Bauman, con il suo ben noto approccio pragmatico, dà “un ulteriore giro di vite” a questo aspetto di utilità e si domanda: «Può la bellezza partecipare a tale sforzo [di rendere migliore il mondo] giocando in esso un ruolo significativo? E se ciò è possibile, che cosa deve essere fatto, per provare a fare di questo nostro mondo un posto migliore per tutti?» Trampolino da cui si lancia in un esame della distopia di questo secolo e di quello scorso, da Zamjatin-Huxley-Orwell ai recenti lavori di Houellebecq (La possibilità di un’isola) e di Haneke (Il nastro bianco), per concludere - in un excursus che passa per Foucault, Weber, Kundera - che la bellezza dell’opera moderna non sta nella sua capacità di produrre “posti immaginari in cui si vorrebbe stare”, bensì nel mostrare senza veli la bruttezza di quello in cui viviamo (il mondo d’oggi) onde superarne - si spera in meglio - la forma attuale.

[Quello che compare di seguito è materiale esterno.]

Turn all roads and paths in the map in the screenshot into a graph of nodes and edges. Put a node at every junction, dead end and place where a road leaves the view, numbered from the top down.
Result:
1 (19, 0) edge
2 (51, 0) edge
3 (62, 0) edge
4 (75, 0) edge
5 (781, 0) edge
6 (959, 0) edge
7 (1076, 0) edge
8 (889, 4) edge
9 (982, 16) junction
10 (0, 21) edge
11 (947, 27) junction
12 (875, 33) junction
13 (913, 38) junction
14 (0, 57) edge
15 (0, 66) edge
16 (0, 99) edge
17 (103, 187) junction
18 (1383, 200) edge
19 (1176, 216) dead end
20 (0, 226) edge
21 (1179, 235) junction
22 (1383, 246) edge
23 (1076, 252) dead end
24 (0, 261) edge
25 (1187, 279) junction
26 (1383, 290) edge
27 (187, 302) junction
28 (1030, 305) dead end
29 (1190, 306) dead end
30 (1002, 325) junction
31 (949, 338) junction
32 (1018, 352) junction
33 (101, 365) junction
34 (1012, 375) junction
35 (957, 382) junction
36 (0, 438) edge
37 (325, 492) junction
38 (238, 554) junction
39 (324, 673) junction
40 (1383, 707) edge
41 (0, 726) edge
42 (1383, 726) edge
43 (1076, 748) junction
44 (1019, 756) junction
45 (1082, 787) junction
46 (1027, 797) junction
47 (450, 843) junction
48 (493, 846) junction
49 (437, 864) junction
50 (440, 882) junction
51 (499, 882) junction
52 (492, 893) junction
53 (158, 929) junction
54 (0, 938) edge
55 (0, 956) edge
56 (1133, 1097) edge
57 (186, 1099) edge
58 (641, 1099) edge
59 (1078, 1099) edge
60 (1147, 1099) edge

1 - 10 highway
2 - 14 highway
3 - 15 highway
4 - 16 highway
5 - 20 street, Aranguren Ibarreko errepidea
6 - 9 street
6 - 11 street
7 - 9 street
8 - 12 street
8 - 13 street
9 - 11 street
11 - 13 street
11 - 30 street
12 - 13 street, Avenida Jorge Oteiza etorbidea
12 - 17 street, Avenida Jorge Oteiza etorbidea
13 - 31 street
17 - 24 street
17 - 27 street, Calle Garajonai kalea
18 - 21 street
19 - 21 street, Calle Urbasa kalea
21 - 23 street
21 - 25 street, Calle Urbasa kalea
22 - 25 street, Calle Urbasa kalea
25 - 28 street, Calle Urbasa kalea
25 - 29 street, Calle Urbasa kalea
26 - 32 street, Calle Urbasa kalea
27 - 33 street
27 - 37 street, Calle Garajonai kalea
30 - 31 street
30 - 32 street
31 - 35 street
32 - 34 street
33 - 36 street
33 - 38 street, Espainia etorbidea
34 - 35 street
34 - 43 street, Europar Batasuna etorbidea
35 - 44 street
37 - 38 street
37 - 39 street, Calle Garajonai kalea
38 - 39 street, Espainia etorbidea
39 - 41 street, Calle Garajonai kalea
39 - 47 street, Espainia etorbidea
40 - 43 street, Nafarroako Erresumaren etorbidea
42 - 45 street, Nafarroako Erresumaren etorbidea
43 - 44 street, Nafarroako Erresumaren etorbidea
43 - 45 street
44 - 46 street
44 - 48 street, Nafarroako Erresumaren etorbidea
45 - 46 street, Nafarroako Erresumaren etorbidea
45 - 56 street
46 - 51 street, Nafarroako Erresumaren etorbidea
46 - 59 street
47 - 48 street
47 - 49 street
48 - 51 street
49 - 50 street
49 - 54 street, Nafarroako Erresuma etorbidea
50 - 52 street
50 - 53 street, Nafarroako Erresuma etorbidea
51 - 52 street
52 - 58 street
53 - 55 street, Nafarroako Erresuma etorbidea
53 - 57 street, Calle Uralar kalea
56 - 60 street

Si farebbe però un torto all’editore se ci si fermasse qui, parlando di questo come di un libro scritto a (sole) quattro mani. Come rileva opportunamente il direttore editoriale, Paolo Ghezzi, nella sua Postfazione (che è anche un Glossario di termini baumaniani), sono almeno altri due i nomi da ricordare: quello di Francesco Comina, giornalista, che ha a lungo “corteggiato” la pensatrice in giro per l’Europa prima di riuscire a condurla in Italia con esiti tanto fausti. E quello di Riccardo Mazzeo, amico di Zygmunt Bauman e autore con lui di ben due libri, che ricorda - nella sua illuminante Prefazione al volume - quanto la bellezza sia ambivalente e legata a doppio filo alla sua antagonista - la bruttezza - caratteristica che rende, se non impossibile, quanto meno improbabile come candidata a “salvare l’umanità”. Mazzeo - intellettuale di spicco della scena trentina e nazionale - preferisce andare al di là di intenti così totalizzanti, in favore di quelle “illuminazioni” di musiliana memoria che ci portano al di là del brutale (e pulsionale) quotidiano verso una prospettiva di miglioramento personale e collettivo.
Una riflessione corale mirabilmente tesa fra la teoria e la prassi, di grande attualità, offerta a un prezzo ridottissimo in edizione rilegata a filo con risvolti.
Z. Bauman, A. Heller, La bellezza (non) ci salverà, ed. Il Margine, 2015.
(«Il Caffè», 22 maggio 2015; «Filosofia e nuovi sentieri», 27 maggio 2015)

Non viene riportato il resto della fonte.